START AVAILABLE DATA

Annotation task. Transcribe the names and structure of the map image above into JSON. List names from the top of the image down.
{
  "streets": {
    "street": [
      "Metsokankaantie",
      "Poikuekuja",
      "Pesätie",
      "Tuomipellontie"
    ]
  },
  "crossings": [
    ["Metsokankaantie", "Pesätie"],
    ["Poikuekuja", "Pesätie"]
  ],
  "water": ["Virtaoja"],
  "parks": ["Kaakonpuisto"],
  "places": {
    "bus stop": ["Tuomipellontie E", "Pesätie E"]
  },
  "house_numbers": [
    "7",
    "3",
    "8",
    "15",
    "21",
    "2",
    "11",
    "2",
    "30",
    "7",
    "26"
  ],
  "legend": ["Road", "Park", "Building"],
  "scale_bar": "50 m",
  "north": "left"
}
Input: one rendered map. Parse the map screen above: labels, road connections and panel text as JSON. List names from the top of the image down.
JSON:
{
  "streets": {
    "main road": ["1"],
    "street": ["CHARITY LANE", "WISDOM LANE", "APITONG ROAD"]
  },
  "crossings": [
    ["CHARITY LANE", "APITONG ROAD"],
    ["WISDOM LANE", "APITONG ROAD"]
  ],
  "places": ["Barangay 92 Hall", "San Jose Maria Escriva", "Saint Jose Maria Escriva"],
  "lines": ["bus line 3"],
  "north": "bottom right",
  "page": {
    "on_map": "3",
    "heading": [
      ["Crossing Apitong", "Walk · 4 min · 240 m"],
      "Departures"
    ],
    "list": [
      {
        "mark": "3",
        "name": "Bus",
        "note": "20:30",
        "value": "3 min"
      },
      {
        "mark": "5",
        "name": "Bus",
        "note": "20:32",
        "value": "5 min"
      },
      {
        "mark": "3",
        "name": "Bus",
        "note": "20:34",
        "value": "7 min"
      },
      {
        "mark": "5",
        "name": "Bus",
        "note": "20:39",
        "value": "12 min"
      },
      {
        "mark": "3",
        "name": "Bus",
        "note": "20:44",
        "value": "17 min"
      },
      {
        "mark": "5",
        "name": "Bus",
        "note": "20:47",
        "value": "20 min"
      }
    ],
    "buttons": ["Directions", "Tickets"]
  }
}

END AVAILABLE DATA

- **WORK ORDER**: Report only the number of lines in the records that include the word "note".

- **FINISHED EXERCISE**: 6